4. While you're at it, you might as well create the Central Store for you Group Policy Templates. You will need to copy your ADMX and ADML files you downloaded above. See this article for creating the Central Store: http://support.microsoft.com/kb/929841.

5. Copy PsShutdown.exe to "\\FQDN\SYSVOL\FQDN\"

6. Open up the GPMC on your Windows 7 machine. Create a new GPO and named it "Shutdown." Right-Click and Edit the Policy Object.

7. Under Computer Configuration > Preferences > Windows Settings > Files go to New - File.

a. For Action choose 'Update.'

b. Under source files, choose the location of PsShutdown.exe from Step 5.

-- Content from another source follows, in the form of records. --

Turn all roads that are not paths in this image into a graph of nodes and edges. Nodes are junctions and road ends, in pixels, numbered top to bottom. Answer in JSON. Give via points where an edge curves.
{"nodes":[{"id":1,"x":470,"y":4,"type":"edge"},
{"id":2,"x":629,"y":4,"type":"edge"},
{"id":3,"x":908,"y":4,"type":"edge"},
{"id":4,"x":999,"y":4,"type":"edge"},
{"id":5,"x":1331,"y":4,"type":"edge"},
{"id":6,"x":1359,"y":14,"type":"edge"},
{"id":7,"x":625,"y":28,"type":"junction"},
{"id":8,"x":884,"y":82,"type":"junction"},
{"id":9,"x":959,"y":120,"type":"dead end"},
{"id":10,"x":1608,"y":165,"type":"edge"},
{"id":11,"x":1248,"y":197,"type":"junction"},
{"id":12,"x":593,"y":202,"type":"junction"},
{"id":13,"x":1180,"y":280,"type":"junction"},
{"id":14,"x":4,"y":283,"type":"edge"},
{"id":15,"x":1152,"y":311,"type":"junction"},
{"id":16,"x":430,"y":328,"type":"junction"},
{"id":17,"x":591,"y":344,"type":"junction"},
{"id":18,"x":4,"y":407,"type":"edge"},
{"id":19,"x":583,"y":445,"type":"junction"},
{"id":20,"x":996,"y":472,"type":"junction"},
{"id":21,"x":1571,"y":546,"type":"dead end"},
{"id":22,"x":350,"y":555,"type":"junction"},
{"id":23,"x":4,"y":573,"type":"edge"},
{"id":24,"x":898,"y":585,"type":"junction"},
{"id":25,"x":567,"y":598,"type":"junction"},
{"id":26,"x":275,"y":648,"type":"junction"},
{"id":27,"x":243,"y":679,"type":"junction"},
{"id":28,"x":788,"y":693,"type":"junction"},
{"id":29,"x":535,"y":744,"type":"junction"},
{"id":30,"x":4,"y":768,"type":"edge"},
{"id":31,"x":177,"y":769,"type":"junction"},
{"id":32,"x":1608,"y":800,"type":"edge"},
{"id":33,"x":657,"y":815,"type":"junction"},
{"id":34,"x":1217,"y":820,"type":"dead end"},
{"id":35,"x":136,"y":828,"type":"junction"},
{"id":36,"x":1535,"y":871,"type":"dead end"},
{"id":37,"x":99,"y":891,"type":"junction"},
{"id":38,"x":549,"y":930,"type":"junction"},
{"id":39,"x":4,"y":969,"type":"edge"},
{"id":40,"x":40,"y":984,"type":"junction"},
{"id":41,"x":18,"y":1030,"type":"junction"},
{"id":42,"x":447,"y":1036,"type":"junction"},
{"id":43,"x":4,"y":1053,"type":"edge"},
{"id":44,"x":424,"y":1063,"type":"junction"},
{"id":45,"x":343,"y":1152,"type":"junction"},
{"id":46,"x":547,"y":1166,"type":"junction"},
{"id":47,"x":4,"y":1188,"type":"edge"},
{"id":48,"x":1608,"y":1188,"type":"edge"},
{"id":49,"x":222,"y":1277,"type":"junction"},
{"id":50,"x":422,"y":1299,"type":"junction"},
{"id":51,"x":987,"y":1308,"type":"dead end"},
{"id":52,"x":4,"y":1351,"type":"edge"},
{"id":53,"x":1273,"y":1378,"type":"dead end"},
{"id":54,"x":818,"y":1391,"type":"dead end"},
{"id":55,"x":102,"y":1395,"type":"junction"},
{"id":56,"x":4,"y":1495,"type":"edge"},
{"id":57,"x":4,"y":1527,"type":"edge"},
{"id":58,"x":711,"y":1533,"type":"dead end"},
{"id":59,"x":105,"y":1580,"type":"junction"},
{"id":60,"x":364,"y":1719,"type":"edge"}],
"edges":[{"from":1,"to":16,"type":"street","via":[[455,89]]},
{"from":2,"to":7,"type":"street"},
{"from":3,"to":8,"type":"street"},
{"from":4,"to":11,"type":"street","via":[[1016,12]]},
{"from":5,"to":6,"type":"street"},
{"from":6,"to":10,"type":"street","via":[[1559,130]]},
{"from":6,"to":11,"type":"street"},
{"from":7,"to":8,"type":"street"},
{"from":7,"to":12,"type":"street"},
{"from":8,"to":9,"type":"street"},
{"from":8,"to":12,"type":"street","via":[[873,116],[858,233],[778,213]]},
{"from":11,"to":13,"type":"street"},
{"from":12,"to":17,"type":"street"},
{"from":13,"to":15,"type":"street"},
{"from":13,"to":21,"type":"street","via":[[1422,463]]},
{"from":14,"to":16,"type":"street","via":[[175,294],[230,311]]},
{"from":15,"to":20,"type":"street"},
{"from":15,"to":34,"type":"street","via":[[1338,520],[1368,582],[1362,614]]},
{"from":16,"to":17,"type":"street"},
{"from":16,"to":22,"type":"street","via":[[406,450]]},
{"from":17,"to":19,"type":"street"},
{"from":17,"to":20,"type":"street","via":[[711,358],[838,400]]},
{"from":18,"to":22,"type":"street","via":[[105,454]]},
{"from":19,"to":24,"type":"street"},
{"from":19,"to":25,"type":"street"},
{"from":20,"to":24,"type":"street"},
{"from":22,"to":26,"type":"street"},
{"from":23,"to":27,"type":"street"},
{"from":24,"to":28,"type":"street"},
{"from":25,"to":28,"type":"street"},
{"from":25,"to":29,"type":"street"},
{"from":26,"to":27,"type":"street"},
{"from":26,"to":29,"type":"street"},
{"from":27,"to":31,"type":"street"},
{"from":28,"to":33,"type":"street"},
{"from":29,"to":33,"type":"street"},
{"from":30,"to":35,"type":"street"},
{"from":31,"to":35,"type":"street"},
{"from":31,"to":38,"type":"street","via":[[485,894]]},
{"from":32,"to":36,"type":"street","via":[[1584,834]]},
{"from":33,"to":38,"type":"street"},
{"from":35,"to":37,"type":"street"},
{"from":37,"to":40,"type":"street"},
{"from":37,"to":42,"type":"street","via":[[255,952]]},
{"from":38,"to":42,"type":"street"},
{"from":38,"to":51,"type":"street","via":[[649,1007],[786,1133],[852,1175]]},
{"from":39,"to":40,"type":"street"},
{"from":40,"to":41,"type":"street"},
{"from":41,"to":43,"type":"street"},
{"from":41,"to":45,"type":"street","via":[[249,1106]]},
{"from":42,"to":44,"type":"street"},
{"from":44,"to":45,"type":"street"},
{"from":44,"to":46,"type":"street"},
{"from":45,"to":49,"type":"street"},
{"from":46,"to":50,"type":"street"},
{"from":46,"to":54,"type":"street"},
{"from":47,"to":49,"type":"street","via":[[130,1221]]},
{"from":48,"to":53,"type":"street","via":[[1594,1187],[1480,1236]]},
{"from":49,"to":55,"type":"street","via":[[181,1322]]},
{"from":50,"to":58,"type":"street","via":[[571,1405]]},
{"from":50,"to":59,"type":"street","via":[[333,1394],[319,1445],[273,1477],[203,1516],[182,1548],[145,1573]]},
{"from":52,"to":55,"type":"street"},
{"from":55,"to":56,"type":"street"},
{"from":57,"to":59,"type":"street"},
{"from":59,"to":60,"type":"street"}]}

c. For destination file choose 'C:\WINDOWS\psshutdown.exe.'

d. Check 'Suppress errors on individual file actions.'

8. Under Computer Configuration > Preferences > Control Panel Settings > Scheduled Tasks go to New - Scheduled Task.

a. Action: Replace

b. Name: PsShutdown

c. Run: C:\Windows\psshutdown.exe

d. Arguments: -c -t 600 /accepteula (600 refers to number of seconds the user has to cancel shutdown)

9. Schedule Tab

Choose your schedule. Mine is:

a. Scheduled Task: Daily

b. Start Time: 4:45 PM

c. Schedule Task Daily ever 1 day(s)

d. Advanced: Repeat Task every 30 Minutes until 2 hours. Check 'If the task is still running, stop it at this time.' (This means the task will run at 4:45, then every 30 minutes if it is cancelled)

10. Common Tab

a. Check 'Stop processing items in this extension if an error occurs'

b. Check 'Remove this item when it is no longer applied'

c. Check 'Item-level targeting' if you'd like to specify different tasks, at different times. I use this to set up different times for each of our buildings, since they each have different times for releasing children at the end of the day. Each building has its own subnet so I make that task run in only that IP range.

11. Apply the GPO to target OU (Test first!).

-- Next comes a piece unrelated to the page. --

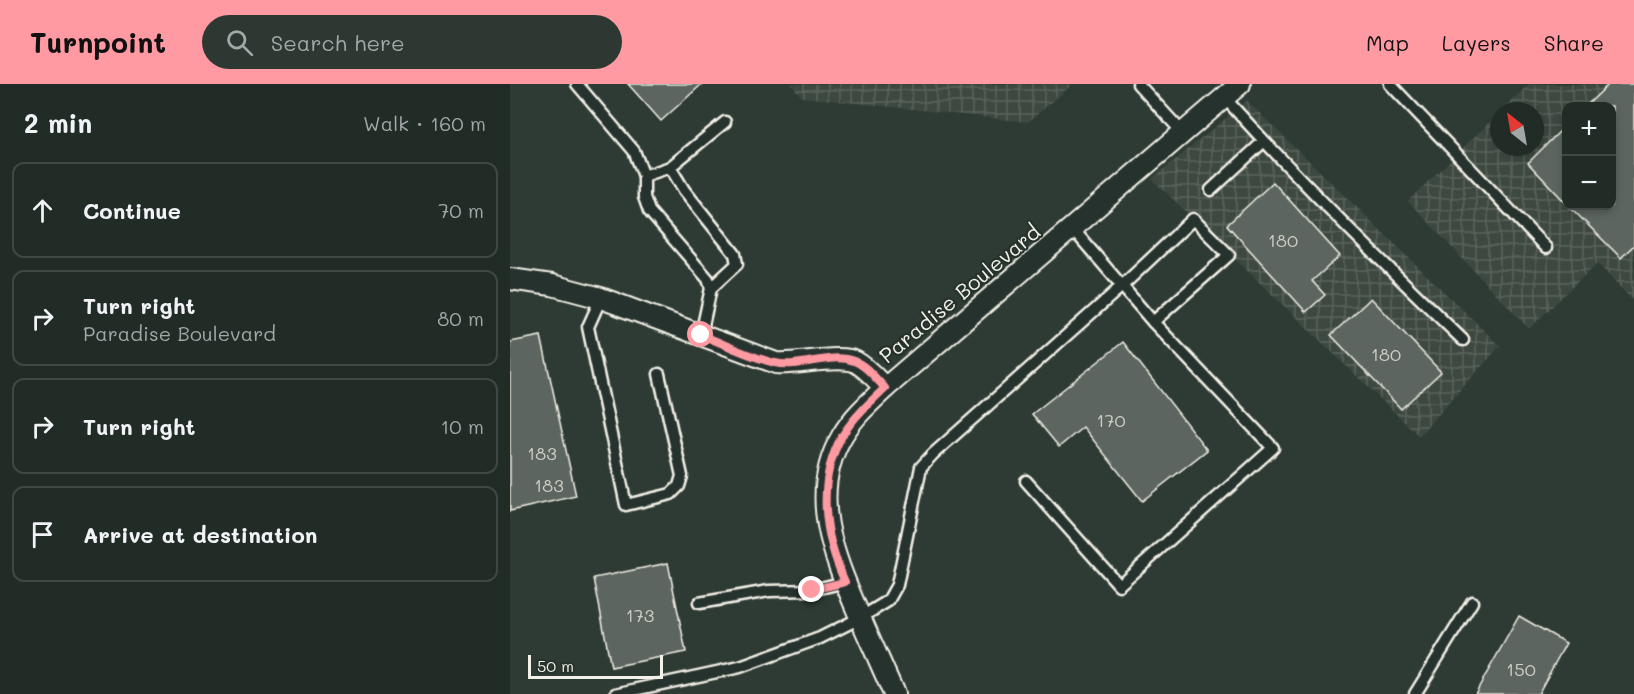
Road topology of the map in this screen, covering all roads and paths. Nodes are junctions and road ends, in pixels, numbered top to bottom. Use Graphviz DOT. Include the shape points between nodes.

12. Within GPMC, create a new GPO called 'Power Management.' Right-Click and choose 'edit.'

13. If your clients are Windows XP, you'll want to make this a User Configuration as XP uses the Power Management settings of the current logged-on user. That user's settings also apply after they log-off. I believe Vista and newer can correctly apply these settings via a Computer Configuration.

14. Under User Configuration > Preferences > Control Panel Settings > Power Options. Right-click and choose New > Power Options (Windows XP). Choose the settings you'd like on your clients. Make note of the green lines. Anything that has a green line under it will be pushed to your clients, and anything with a red line will be ignored. You can use the F5, F6, F7, and F8 buttons to ignore a single setting, ignore all settings, apply a single setting, apply all settings. Play around with it until you know it!

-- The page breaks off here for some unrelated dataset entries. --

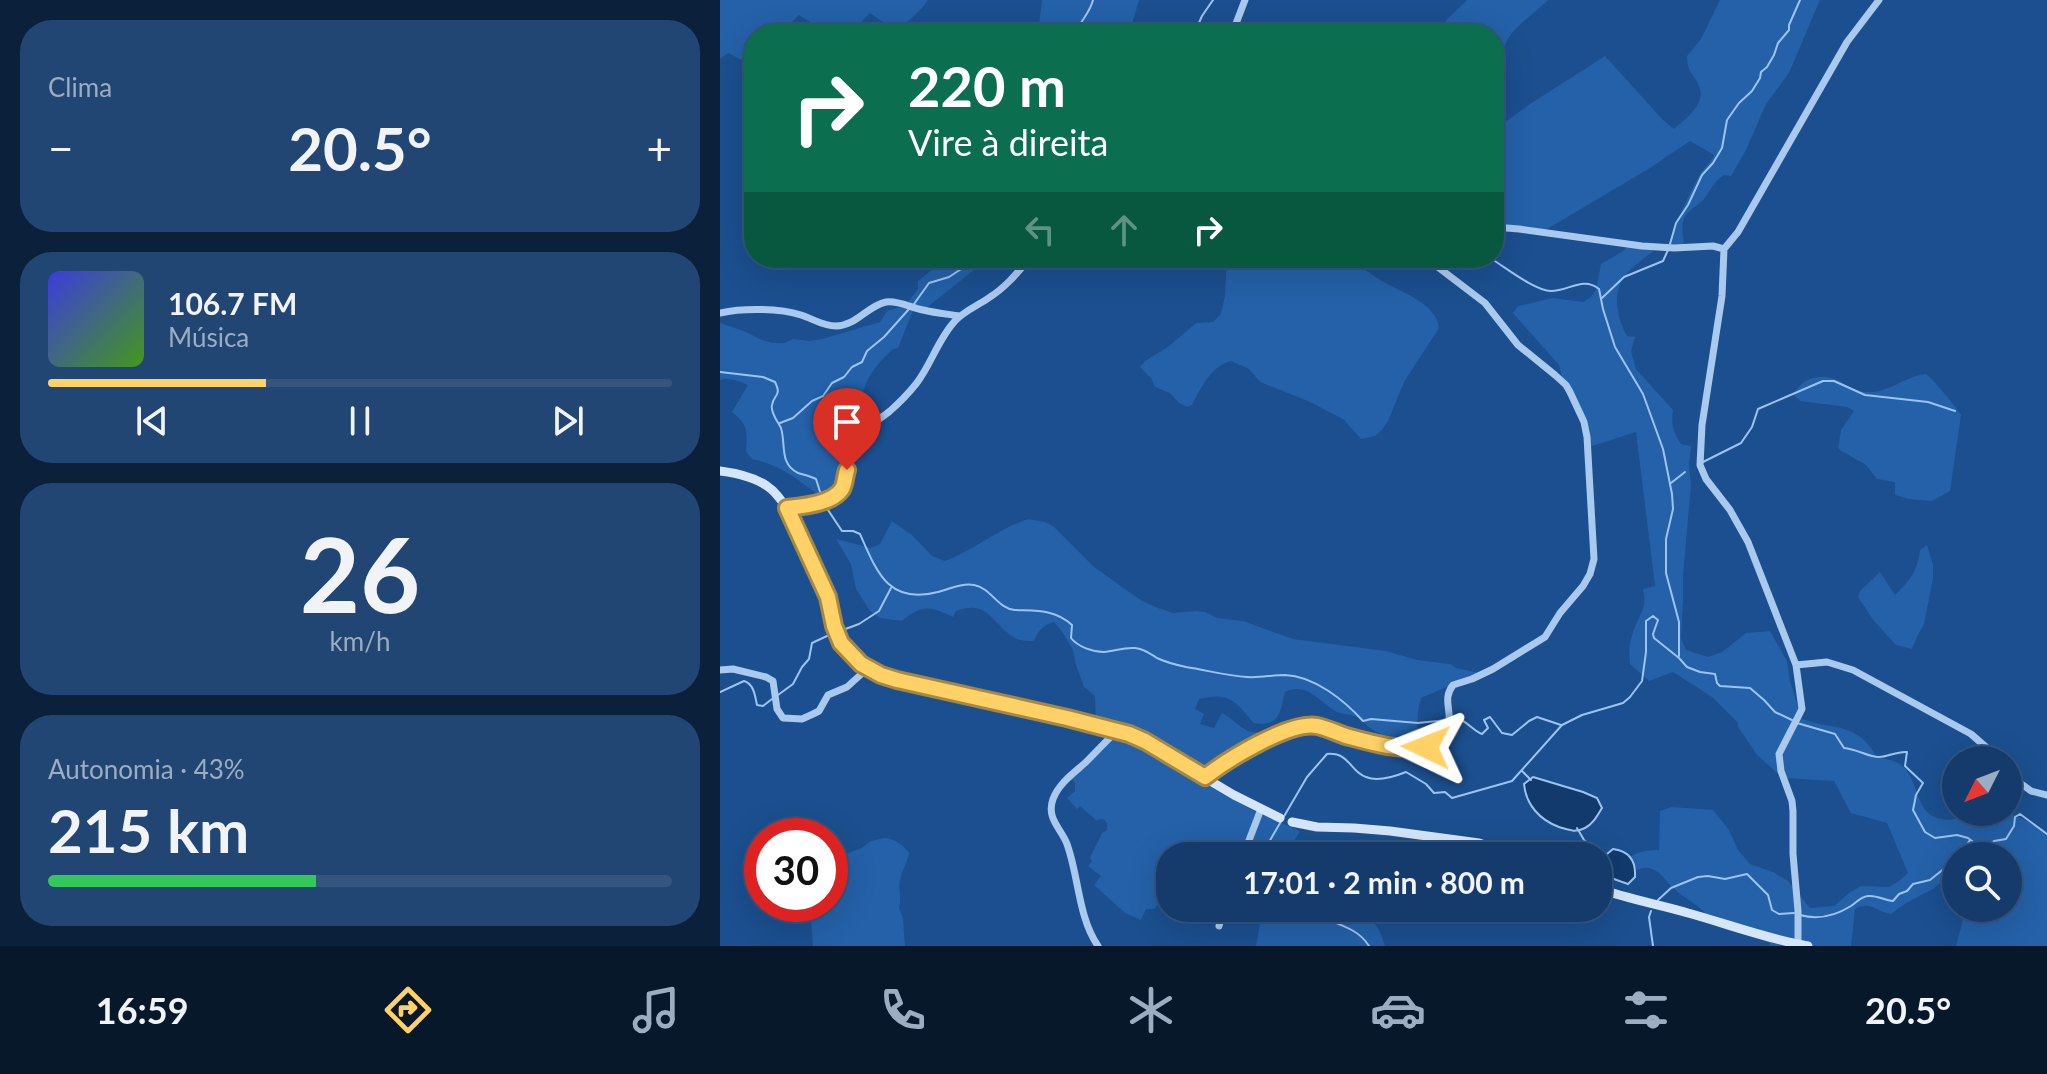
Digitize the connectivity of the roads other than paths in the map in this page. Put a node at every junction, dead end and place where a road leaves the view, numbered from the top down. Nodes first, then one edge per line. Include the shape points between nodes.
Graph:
1 (1245, 0) edge
2 (1879, 0) edge
3 (1236, 24) edge
4 (1504, 228) edge
5 (1724, 249) junction
6 (1021, 268) edge
7 (1438, 268) edge
8 (720, 313) edge
9 (960, 316) junction
10 (720, 471) edge
11 (787, 508) junction
12 (1796, 665) junction
13 (868, 668) junction
14 (720, 670) edge
15 (1117, 731) junction
16 (1985, 746) edge
17 (1205, 777) junction
18 (2022, 784) edge
19 (2047, 795) edge
20 (1261, 809) junction
21 (1280, 818) joint
22 (1292, 822) joint
23 (1248, 842) edge
24 (1471, 842) edge
25 (1612, 893) edge
26 (1220, 922) edge
27 (1219, 926) dead end
28 (1803, 945) edge
29 (1098, 946) edge

1 - 3 street
2 - 5 street via 1847,42
4 - 5 street via 1642,246
5 - 12 street via 1700,465 1748,542
6 - 9 street via 1002,288
7 - 17 street via 1485,303 1518,345 1566,385 1577,405 1589,453 1594,548 1590,574 1545,637 1493,669 1453,685 1447,697 1449,724 1436,742 1406,749 1304,726 1272,737
8 - 9 street via 756,309 836,326 892,302
9 - 11 street via 914,386 859,437 843,488 819,502
10 - 11 street via 767,486
11 - 13 street via 828,597 837,637
12 - 16 street via 1827,662 1853,670
12 - 28 street via 1801,714 1779,754 1792,801
13 - 14 street via 828,695 819,711 787,720 777,709 773,681
13 - 15 street via 897,680
15 - 17 street via 1145,741
15 - 29 street via 1062,784 1051,807
17 - 20 street
18 - 19 street
20 - 21 street
20 - 23 street
21 - 22 street
22 - 24 street
25 - 28 street
26 - 27 street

15. Under User Configuration > Preferences > Control Panel Settings > Power Options. Right-click and choose New > Power Scheme (Windows XP)

a. Action: Update

b. Power Schemes - Minimal Power Management. Check 'Make this the active Power Scheme.' This will ensure that, on all CPUs that support it, your processors will "underclock" themselves when the power isn't needed. This is a power saver and will produce less heat.

c. The rest of the settings are up to you! I highly recommend at least instituting Standby if you can but make note that it may or may not affect your ability to wake up your client machines. There is a VBScript I have that'll apply the correct setting to your NICs allowing you to wake them up during Standy/Hibernate states.

16. Apply the GPO to target OU (Test first!).

17. Sit back, watch the results, and bask in the glory that is Group Policy Preferences.

Update:

See this link to learn more on how Power Management settings are applied to Windows XP Workstations.  In essence, your Power Management GPO will need to have 'Loopback Processing with Replace' enabled on the Computer Configuration portion, and then you'll have your Power Settings under your User Configuration portion.  You then apply that GPO to your machines.  It basically enforces those User Settings on the machines and then all users get that setting.  Otherwise, when the computer is restarted it would apply the Power Management settings that were in the .DEFAULT Registry Hive.